Heute kann die SD9 mit keiner aktuellen Kamera konkurrieren. Die Auflösung ist niedriger als bei aktuellen Smartphones und alles außer ISO 100 liefert Schrott, aber am Ende steht das Bild für sich und da lässt sich aus der alten Dame so manches herausholen. Das macht für mich den eigentlichen Reiz am alten Technikklumpen aus.

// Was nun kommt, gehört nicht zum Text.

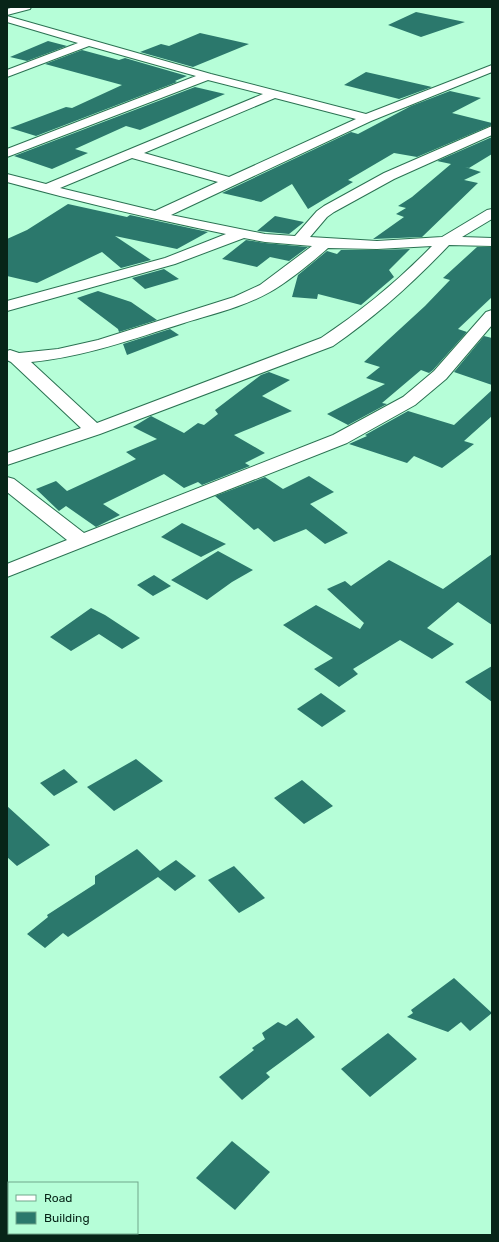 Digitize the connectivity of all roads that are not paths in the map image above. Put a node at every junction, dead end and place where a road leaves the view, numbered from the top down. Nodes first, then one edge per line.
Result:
1 (26, 7) edge
2 (7, 12) edge
3 (7, 19) edge
4 (21, 24) junction
5 (7, 30) edge
6 (87, 43) junction
7 (492, 68) edge
8 (7, 74) edge
9 (207, 76) junction
10 (276, 93) junction
11 (367, 118) junction
12 (492, 130) edge
13 (7, 153) edge
14 (133, 154) junction
15 (7, 178) edge
16 (228, 181) junction
17 (47, 189) junction
18 (492, 213) edge
19 (157, 216) junction
20 (241, 234) junction
21 (299, 241) junction
22 (445, 241) junction
23 (492, 242) edge
24 (324, 243) junction
25 (7, 290) edge
26 (28, 301) junction
27 (7, 306) edge
28 (492, 315) edge
29 (12, 356) edge
30 (94, 430) junction
31 (7, 459) edge
32 (7, 483) edge
33 (82, 541) junction
34 (7, 571) edge

1 - 2 street
3 - 4 street
4 - 5 street
4 - 6 street
6 - 8 street
6 - 9 street
7 - 11 street
9 - 10 street
9 - 13 street
10 - 11 street
10 - 14 street
11 - 16 street
12 - 21 street
14 - 16 street
14 - 17 street
15 - 17 street
16 - 19 street
17 - 19 street
18 - 22 street
19 - 20 street
20 - 21 street
20 - 26 street
21 - 24 street
22 - 23 street
22 - 24 street
22 - 30 street
24 - 29 street
25 - 26 street
26 - 27 street
28 - 33 street
29 - 30 street
30 - 31 street
32 - 33 street
33 - 34 street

Wer sich nun immer noch für eine solche Kamera interessiert, der findet derzeit immer mal wieder Angebote im Internet Gebrauchthandel. Direkte Krankheiten, auf die man achten sollte, kenne ich nicht, meine beiden Exemplare funktionieren tadellos. Die Preise schwanken zwischen 40€ und 300€. Wobei letztere wohl in die Rubrik "Mal sehen wer blöd ist." gehören. Grundsätzlich sollte ich aber erwähnen, dass es derzeit keine aktuellen Kameras mit Foveon Sensor (mehr) gibt. Das treibt die Preise auch für Nachfolgemodelle nicht selten in realitätsferne Höhen.
weitere Bilder:
Worterklärung:
*Cropfaktor: Das ist eine Maßzahl/ Faktor für den vom Sensor aufgenommenen Bildausschnitt. Ausgehend vom bekannten Kleinbildfilm in der Analogen Fotografie (36 x 24 mm) kann man errechnen wie der Bildausschnitt eines digitalen Sensors vom Kleinbild (auch Vollformat genannt) abweicht (Kleinbildfilm 1:1, Sigma SD9 Sensor 1:1,7).